The piece is named after a well that was used to dump the bodies of seven military officers allegedly killed by members of the Indonesian Communist Party ahead of a planned coup on Oct. 1 1965.

Visitors are encouraged to enter their heads in the cavity of the crocodiles’ skin and hear interviews about the incident.

“I interviewed about 30 people from different generations and backgrounds about Lubang Buaya. Their responses show how [the ambiguity surrounding] the incident has lasted to this day,”  Mella notes.

The tragedy triggered a nationwide purge across Indonesia, killing up to a million suspected communists and wiping out the Indonesian Communist Party, which was among the largest of its kind in the world.
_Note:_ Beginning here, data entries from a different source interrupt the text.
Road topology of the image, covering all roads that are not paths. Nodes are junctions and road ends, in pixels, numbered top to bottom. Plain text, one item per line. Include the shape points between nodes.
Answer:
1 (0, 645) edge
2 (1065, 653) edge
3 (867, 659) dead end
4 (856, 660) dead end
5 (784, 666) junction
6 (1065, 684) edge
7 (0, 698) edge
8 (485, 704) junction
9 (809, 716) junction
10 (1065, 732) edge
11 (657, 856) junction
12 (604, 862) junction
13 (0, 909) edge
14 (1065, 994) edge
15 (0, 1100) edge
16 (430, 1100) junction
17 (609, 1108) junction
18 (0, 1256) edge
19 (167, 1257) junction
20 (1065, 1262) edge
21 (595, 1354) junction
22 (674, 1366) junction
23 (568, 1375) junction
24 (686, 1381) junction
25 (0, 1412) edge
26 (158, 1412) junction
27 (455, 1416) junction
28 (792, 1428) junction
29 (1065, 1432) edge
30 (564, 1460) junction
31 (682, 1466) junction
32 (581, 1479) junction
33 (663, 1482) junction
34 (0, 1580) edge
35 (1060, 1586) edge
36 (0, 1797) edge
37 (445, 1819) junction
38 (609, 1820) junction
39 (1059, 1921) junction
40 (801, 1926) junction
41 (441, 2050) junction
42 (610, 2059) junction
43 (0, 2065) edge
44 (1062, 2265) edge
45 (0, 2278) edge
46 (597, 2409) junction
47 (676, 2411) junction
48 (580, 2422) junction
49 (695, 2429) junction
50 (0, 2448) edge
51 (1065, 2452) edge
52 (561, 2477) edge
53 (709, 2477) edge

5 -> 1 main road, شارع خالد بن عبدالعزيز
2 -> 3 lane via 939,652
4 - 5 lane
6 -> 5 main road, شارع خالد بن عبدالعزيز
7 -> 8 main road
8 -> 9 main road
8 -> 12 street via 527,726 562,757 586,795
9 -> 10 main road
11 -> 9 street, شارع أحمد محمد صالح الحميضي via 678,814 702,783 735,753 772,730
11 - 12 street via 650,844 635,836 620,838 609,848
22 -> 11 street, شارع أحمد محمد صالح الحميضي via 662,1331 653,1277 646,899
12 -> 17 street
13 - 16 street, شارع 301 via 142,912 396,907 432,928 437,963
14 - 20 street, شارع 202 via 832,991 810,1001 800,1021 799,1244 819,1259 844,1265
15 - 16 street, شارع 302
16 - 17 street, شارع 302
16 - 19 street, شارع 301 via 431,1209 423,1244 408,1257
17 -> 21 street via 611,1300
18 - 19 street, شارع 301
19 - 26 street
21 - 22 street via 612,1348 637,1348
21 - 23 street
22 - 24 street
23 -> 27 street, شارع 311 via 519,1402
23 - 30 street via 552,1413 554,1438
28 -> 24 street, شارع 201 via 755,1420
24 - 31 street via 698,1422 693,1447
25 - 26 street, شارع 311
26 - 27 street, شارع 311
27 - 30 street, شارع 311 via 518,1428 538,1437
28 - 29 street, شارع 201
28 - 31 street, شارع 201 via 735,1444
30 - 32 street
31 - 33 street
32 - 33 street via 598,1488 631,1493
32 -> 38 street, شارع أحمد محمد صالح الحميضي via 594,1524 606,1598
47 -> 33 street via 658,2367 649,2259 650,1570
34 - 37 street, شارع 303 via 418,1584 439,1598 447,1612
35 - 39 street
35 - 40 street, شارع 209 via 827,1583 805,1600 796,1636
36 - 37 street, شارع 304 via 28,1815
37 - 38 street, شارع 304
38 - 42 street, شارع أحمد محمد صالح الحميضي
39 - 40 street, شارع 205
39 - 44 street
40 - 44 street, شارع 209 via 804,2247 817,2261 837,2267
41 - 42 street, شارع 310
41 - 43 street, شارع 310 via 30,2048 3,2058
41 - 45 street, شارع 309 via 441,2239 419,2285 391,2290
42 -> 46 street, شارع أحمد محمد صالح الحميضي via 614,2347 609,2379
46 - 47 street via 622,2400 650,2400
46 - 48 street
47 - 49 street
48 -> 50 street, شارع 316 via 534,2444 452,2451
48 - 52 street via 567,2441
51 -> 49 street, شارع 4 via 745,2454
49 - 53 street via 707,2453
“There are still question marks [about the] ‘real story’ behind this massacre and the roles of the Indonesian Communist Party and Suharto in it," she adds.

Fellow artist and filmmaker Hafiz Rancakkale took on the same theme — albeit its hagiographic aspects — with his video essay “Menggali Buaya” ("Digging up the Crocodile"), which juxtaposes reliefs from the Lubang Buaya memorial with digging up the dark earth, just as independent efforts to find the truth contrasts with the government’s official line.

The piece hauntingly depicts the Suharto government’s efforts to portray the incident and the ensuing purge as a black mark on Indonesia, even as it was highlighted as one of the pillars of the late strongman’s New Order regime.

“Lubang Buaya was one of the most excellent communication strategies of the New Order, as well as one of its most misleading. The subjective truth was conveyed as a communal truth, presented as a series of images and visualizations,” notes the Jakarta Art Institute alumnus, a leading figure in the capital’s art scene who founded the Ruangrupa and Forum Lenteng art collectives.

Hafiz also observes how revisionism and rampant development did their part in obscuring the truth.

“[Following the fall] of the New Order, the truth is presented in various ways, while [Lubang Buaya] remains silent," Hafiz adds.

“Lubang Buaya” and “Menggali Buaya” make up two of 73 artworks by artists from 22 countries, including Indonesia, Britain, Japan and Pakistan, featured at the seventh Ok Video Indonesian Media Arts Festival. Organized by the Ruangrupa art collective since its inception in 2003, the festival took on the theme “Orde Baru” ("New Order") to mark the 50th anniversary of the regime’s founding amid the chaos of the 1965 purges.

The Ok Video exhibition also seeks to explore ways the regime used the media for its own ends.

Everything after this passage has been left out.